TW: Häusliche Gewalt, unerfüllter Kinderwunsch/Fehlgeburt, Tod/Verlust

Inhalt:
Julia wünscht sich sehnlichst ein Kind und die langen Tage im dunklen Januar nutzt sie dafür, bei Instagram glückliche Vorzeigefamilien zu beneiden, ihrer Arbeit als Keramikerin nachzugehen und das seit den Weihnachtsferien leerstehenden Haus gegenüber zu beobachten, während ihr Mann Chris sich mit unzähligen Plastikteilchen befasst, die plötzlich in den umliegenden Gewässern aufgetaucht sind. Astrid wird zu einem rätselhaften Notfall gerufen, macht sich Sorgen um ihre alternde Tante und ihr Mann versucht, sich mit dem Leben als Pensionär zu arrangieren. Was hat es mit den vielen Geheimnissen auf sich? Und wie gut kennt man seine Nächsten wirklich?

Meine Meinung:
"Nebenan" stand seit seinem Erscheinen (respektive schon kurz vorher) auf meiner Wunschliste und da es nun auf der Longlist des Deutschen Buchpreises steht, habe ich einfach nicht mehr länger warten können und das Buch im Bloggerportal angefragt.
Mich hat von Anfang an die düstere Grundstimmung begeistert. Es ist Januar, es ist kalt, die Weihnachtstage und der Lichterglanz sind vorbei, Nebel liegt über den Feldern und einem verlassenen Haus.
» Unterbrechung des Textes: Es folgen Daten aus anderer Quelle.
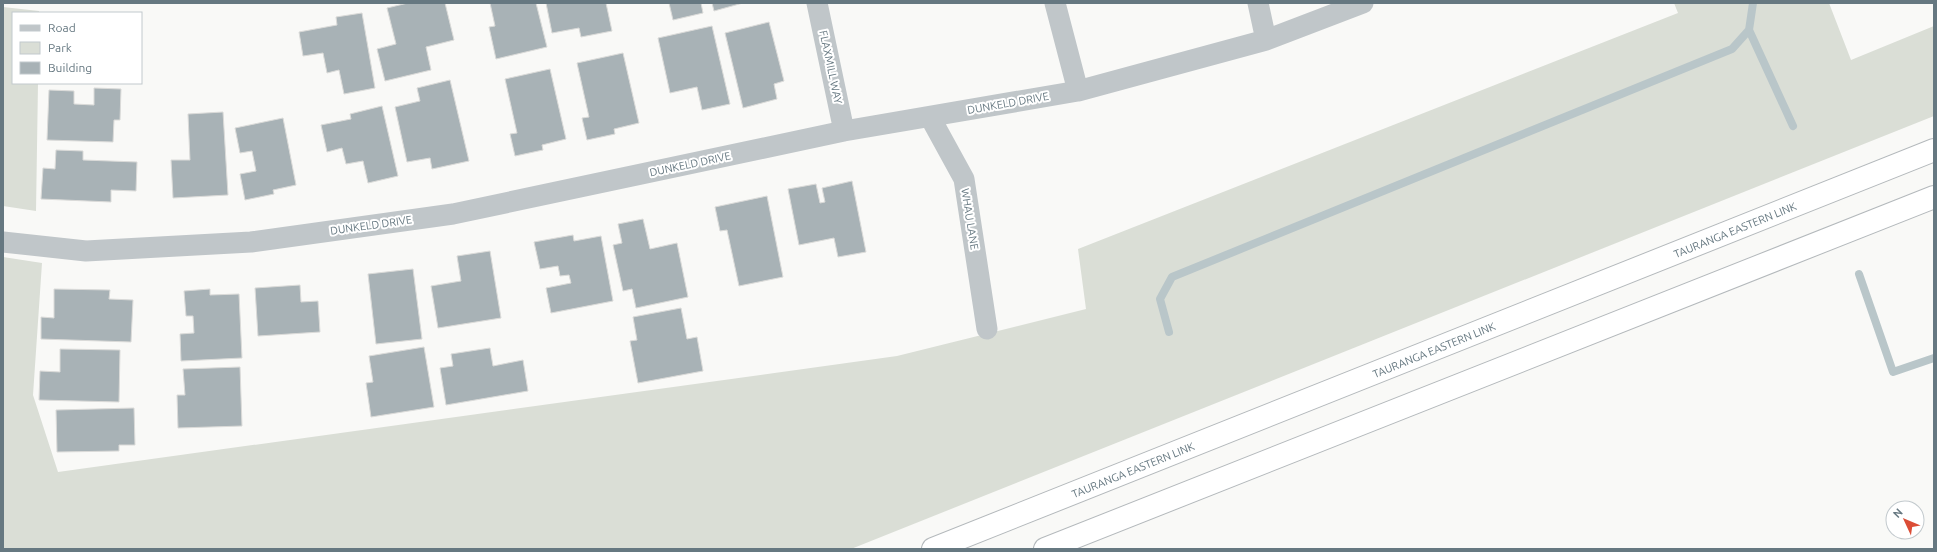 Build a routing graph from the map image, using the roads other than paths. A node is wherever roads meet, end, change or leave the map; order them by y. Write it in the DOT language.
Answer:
graph roads {
  1 [pos="817,3"];
  2 [pos="1055,3"];
  3 [pos="1258,3"];
  4 [pos="1364,3"];
  5 [pos="1266,40"];
  6 [pos="1078,91"];
  7 [pos="930,117"];
  8 [pos="844,131"];
  9 [pos="1934,150"];
  10 [pos="1934,197"];
  11 [pos="3,242"];
  12 [pos="987,329"];
  13 [pos="933,549"];
  14 [pos="1045,549"];
  1 -- 8 [label="street, FLAXMILL WAY"];
  2 -- 6 [label="street"];
  3 -- 5 [label="street"];
  4 -- 5 [label="street, DUNKELD DRIVE"];
  5 -- 6 [label="street, DUNKELD DRIVE"];
  6 -- 7 [label="street, DUNKELD DRIVE"];
  7 -- 8 [label="street, DUNKELD DRIVE"];
  7 -- 12 [label="street, WHAU LANE"];
  8 -- 11 [label="street, DUNKELD DRIVE"];
  9 -- 13 [label="highway, TAURANGA EASTERN LINK"];
  10 -- 14 [label="highway"];
} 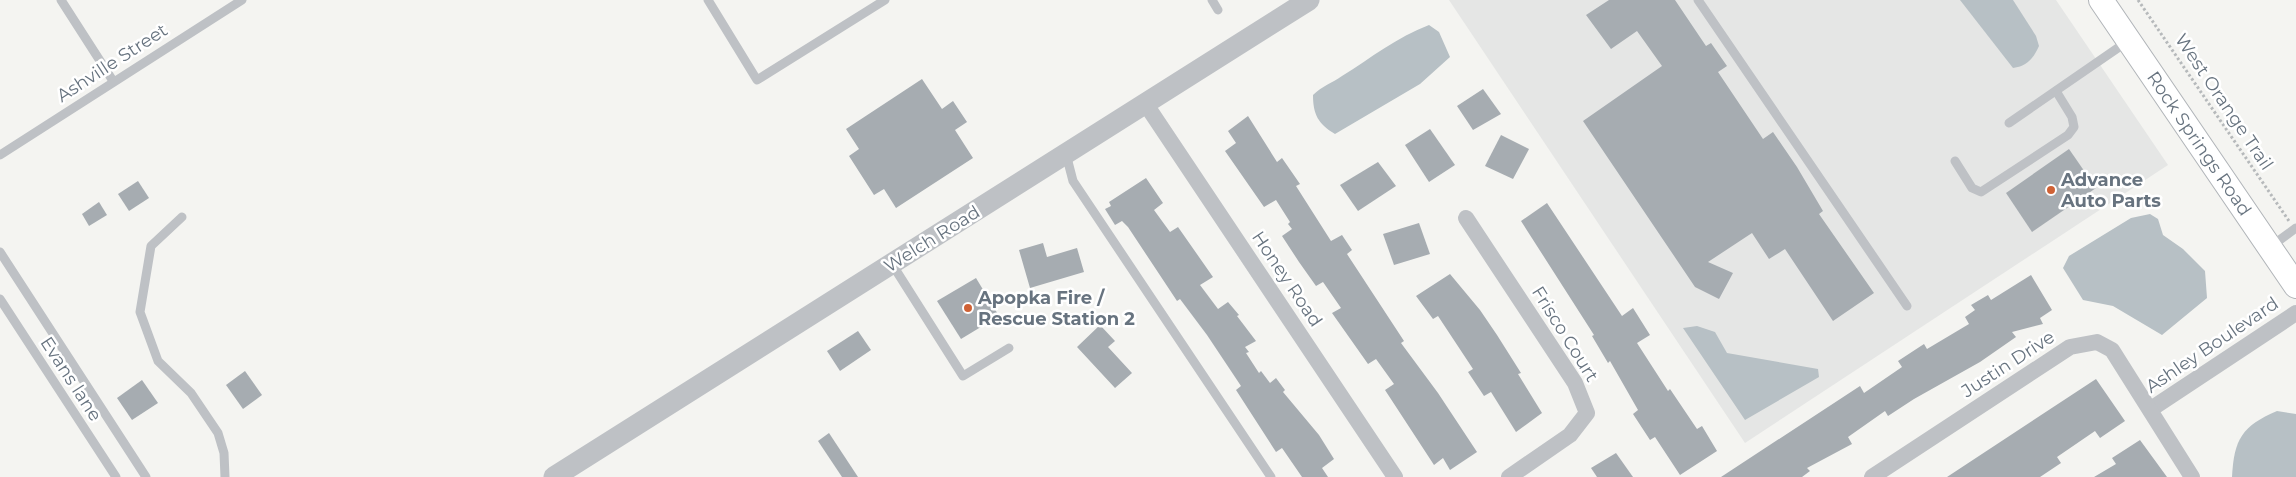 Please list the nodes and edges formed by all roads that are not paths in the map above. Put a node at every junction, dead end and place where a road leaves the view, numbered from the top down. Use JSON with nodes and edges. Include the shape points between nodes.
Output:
{"nodes":[{"id":1,"x":61,"y":0,"type":"edge"},
{"id":2,"x":242,"y":0,"type":"edge"},
{"id":3,"x":708,"y":0,"type":"edge"},
{"id":4,"x":886,"y":0,"type":"edge"},
{"id":5,"x":1212,"y":0,"type":"edge"},
{"id":6,"x":1309,"y":0,"type":"edge"},
{"id":7,"x":1698,"y":0,"type":"edge"},
{"id":8,"x":2101,"y":0,"type":"edge"},
{"id":9,"x":873,"y":3,"type":"edge"},
{"id":10,"x":1218,"y":10,"type":"dead end"},
{"id":11,"x":2129,"y":41,"type":"junction"},
{"id":12,"x":113,"y":81,"type":"junction"},
{"id":13,"x":2056,"y":91,"type":"junction"},
{"id":14,"x":1146,"y":102,"type":"junction"},
{"id":15,"x":2009,"y":124,"type":"dead end"},
{"id":16,"x":1066,"y":154,"type":"junction"},
{"id":17,"x":0,"y":155,"type":"edge"},
{"id":18,"x":1955,"y":161,"type":"dead end"},
{"id":19,"x":182,"y":216,"type":"dead end"},
{"id":20,"x":1466,"y":218,"type":"dead end"},
{"id":21,"x":2296,"y":228,"type":"edge"},
{"id":22,"x":2269,"y":247,"type":"junction"},
{"id":23,"x":0,"y":252,"type":"edge"},
{"id":24,"x":892,"y":264,"type":"junction"},
{"id":25,"x":2296,"y":286,"type":"edge"},
{"id":26,"x":0,"y":299,"type":"edge"},
{"id":27,"x":1907,"y":306,"type":"dead end"},
{"id":28,"x":2296,"y":313,"type":"edge"},
{"id":29,"x":1009,"y":348,"type":"dead end"},
{"id":30,"x":2151,"y":410,"type":"junction"},
{"id":31,"x":116,"y":477,"type":"edge"},
{"id":32,"x":146,"y":477,"type":"edge"},
{"id":33,"x":225,"y":477,"type":"edge"},
{"id":34,"x":554,"y":477,"type":"edge"},
{"id":35,"x":1271,"y":477,"type":"edge"},
{"id":36,"x":1394,"y":477,"type":"edge"},
{"id":37,"x":1509,"y":477,"type":"edge"},
{"id":38,"x":1872,"y":477,"type":"edge"},
{"id":39,"x":2192,"y":477,"type":"edge"}],
"edges":[{"from":1,"to":12,"type":"lane"},
{"from":2,"to":12,"type":"lane","name":"Ashville Street"},
{"from":3,"to":9,"type":"lane","via":[[758,80]]},
{"from":4,"to":9,"type":"lane"},
{"from":5,"to":10,"type":"lane"},
{"from":6,"to":14,"type":"street","name":"Welch Road"},
{"from":7,"to":27,"type":"lane"},
{"from":8,"to":11,"type":"main road","name":"Rock Springs Road"},
{"from":11,"to":13,"type":"lane"},
{"from":11,"to":22,"type":"main road","name":"Rock Springs Road"},
{"from":12,"to":17,"type":"lane","name":"Ashville Street"},
{"from":13,"to":15,"type":"lane"},
{"from":13,"to":18,"type":"lane","via":[[2072,117],[2074,127],[2068,135],[1981,192],[1972,188]]},
{"from":14,"to":16,"type":"street","name":"Welch Road"},
{"from":14,"to":36,"type":"street","name":"Honey Road"},
{"from":16,"to":24,"type":"street","name":"Welch Road"},
{"from":16,"to":35,"type":"lane","via":[[1072,180]]},
{"from":19,"to":33,"type":"lane","via":[[151,246],[140,312],[158,362],[191,393],[218,433],[224,453]]},
{"from":20,"to":37,"type":"street","name":"Frisco Court","via":[[1575,383],[1587,412],[1570,435]]},
{"from":21,"to":22,"type":"lane"},
{"from":22,"to":25,"type":"main road","name":"Rock Springs Road"},
{"from":23,"to":32,"type":"lane"},
{"from":24,"to":29,"type":"lane","via":[[963,376]]},
{"from":24,"to":34,"type":"street","name":"Welch Road"},
{"from":26,"to":31,"type":"lane","name":"Evans lane"},
{"from":28,"to":30,"type":"street","name":"Ashley Boulevard"},
{"from":30,"to":38,"type":"street","name":"Justin Drive","via":[[2112,350],[2097,342],[2070,347]]},
{"from":30,"to":39,"type":"street","name":"Justin Drive"}]}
Hat jemand die Serie "Katla" gesehen? An diese Stimmung erinnerten mich die ersten Seiten dieses Buches. Da ich alle Rezensionen nur überflogen und auch den Klappentext nicht gelesen hatte, konnte ich anfangs überhaupt nicht einordnen, wohin mich die Geschichte führen würde. Auch nachdem ich das Buch vor einigen Tagen beendet habe, fällt es mir sehr schwer, das Gelesene und meine Meinung dazu in Worte zu fassen, obwohl mir dieses wirklich aussergewöhnlich erzählte Buch sehr gefallen hat.

Aufbau:
Zwei Frauen und ihre Geschichte stehen im Zentrum. Sie wohnen nicht weit voneinander entfernt, kennen sich aber nicht. Nach und nach zeigt sich, wie und wo sich ihre Leben berühren, wie sehr sie sich aber auch voneinander unterscheiden. Alle Fäden laufen in einem leerstehenden Haus zusammen, das Julias und Astrids Aufmerksamkeit auf sich zieht und bei dem immer wieder ein kleiner Junge auftaucht und nach jemandem zu suchen scheint. Darin soll eine Familie gelebt haben, die entweder sehr lange in den Urlaub gefahren oder überstürzt ausgezogen ist.
Während mir das Kinderwunschthema ein wenig zu sehr in den Vordergrund gerückt worden ist, hätte ich gerne noch viel mehr über Astrid und ihre alternde Tante erfahren. Ausserdem hat mich gefreut, wie über Astrids Beziehung zu ihrer ehemaligen besten Freundin Marli berichtet worden ist.
Besonders überzeugt hat mich, wie gut es Bilkau gelungen ist, so viele Themen zu streifen, ohne sich zu verzetteln oder oberflächlich zu wirken. Das Kinderwunschthema ist sehr präsent, aber es geht auch um die Umweltverschmutzung, die Fake-Welt von Social-Media, das Altern, Vernachlässigung, eine bewegte Familiengeschichte, Verlust, häusliche Gewalt, die Entfremdung von den eigenen Kindern oder guten Freund:innen sowie die Veränderungen in Freundschaften und Beziehungen.

Sprache:
Die anfänglich sehr mysteriöse Grundstimmung erzeugt Bilkau mit wenigen Worten. Es bleiben viele Leerstellen, einiges habe ich mir zusammengereimt und ich wäre am liebsten noch viel länger und tiefer in die beschriebenen Schicksale eingetaucht. Auch die Figuren und ihre Gedankengänge - allen voran natürlich Astrid und Julia - sind so beschrieben, dass ich ihre Ansichten und Gefühle sehr gut nachvollziehen konnte, obwohl diese beiden Leben und Lebensentwürfe mir persönlich sehr fremd sind. Diese einzigartige Sprache und das immer wieder vorkommende leerstehende Haus haben mich überzeugen und fesseln können und ich konnte das Buch kaum aus der Hand legen.

Meine Empfehlung:
"Nebenan" ist sicher kein Buch, das sich einfach so nebenher weglesen lässt und ich kann mir vorstellen, dass einige der beschriebenen Szenen Menschen mit unerfülltem Kinderwunsch belasten können. Die einzigartige Sprache und das leerstehende Haus in der Nachbarschaft als Metapher für all die kleinen und grossen Unbekannten in unserem Leben machen das Buch aber zu einer lesenswerten, eindringlich erzählten Geschichte, die lange nachhallt.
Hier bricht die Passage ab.